Last year, a Missouri contingent of Fed Soc operatives retained CRC to lobby for the restructuring of that State's judiciary. As Roy Temple of Fired Up! Missouri wrote in August,
Allies of [Republican] Governor Matt Blunt are bankrolling a campaign to "Swift Boat" Missouri's Non-Partisan Court Plan and replace it with a system where politicians pick judges. And they have enlisted in that effort a PR firm that specializes in hatchet jobs just like the one they are currently committing on Missouri's Non-Partisan Court plan. * * *

No doubt, the folks behind this effort are hoping Missouri ends up with a system where the Chamber of Commerce bankrolls Supreme Court campaigns and elects judges who will ensure that the interests of average citizens will no longer get a hearing in Missouri courts.
That sounds vaguely familiar, doesn't it?
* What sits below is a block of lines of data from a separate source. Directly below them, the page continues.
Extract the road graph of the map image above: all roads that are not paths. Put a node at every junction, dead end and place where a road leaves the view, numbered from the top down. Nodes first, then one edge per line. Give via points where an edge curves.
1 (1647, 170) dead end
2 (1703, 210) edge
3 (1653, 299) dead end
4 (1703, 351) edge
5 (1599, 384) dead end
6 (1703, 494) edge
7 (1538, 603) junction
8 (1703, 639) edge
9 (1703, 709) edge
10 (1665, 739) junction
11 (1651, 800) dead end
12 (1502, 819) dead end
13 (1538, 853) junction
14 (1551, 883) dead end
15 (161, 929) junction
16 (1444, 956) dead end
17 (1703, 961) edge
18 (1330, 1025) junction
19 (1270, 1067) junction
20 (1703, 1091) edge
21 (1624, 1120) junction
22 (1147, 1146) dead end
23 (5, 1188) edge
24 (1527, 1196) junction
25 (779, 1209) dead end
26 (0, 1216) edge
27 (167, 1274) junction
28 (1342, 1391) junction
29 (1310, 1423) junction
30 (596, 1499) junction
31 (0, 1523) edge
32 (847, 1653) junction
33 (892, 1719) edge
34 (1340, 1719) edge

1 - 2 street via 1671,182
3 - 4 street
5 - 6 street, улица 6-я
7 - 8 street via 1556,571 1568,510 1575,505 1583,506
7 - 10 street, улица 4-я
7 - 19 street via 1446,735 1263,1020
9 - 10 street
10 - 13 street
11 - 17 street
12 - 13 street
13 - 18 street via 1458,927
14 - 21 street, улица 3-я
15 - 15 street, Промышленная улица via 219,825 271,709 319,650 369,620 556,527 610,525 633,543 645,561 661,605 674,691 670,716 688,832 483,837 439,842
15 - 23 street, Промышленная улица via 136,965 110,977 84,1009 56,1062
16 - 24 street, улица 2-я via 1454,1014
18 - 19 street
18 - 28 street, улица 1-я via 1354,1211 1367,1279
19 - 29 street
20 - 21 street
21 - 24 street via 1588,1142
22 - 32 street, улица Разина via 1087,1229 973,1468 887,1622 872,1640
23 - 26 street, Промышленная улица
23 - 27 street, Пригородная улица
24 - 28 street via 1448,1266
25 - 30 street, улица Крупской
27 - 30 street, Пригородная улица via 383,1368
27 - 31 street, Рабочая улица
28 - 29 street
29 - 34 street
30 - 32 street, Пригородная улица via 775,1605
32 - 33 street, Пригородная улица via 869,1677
It should, not least because our own Wisconsin Manufacturers & Commerce has since put to use "statistical data" of dubious provenance and ginned up by Chamber of Commerce affiliate Sequoyah Information Systems, Inc., for the purpose of attacking Justice Butler politically.

The gravy thickens, as they say, and in the meantime the Milwaukee Federalists have scheduled a "Lluncheon" (perhaps they're serving Welsh rarebit) for March 11 featuring — quelle surprise — Richard Esenberg of Marquette Law School.

2 comments:

Terrence Berres said...

"'Lluncheon'"

Tthanks, fixed that.

illusory tenant said...

You're wwelcome.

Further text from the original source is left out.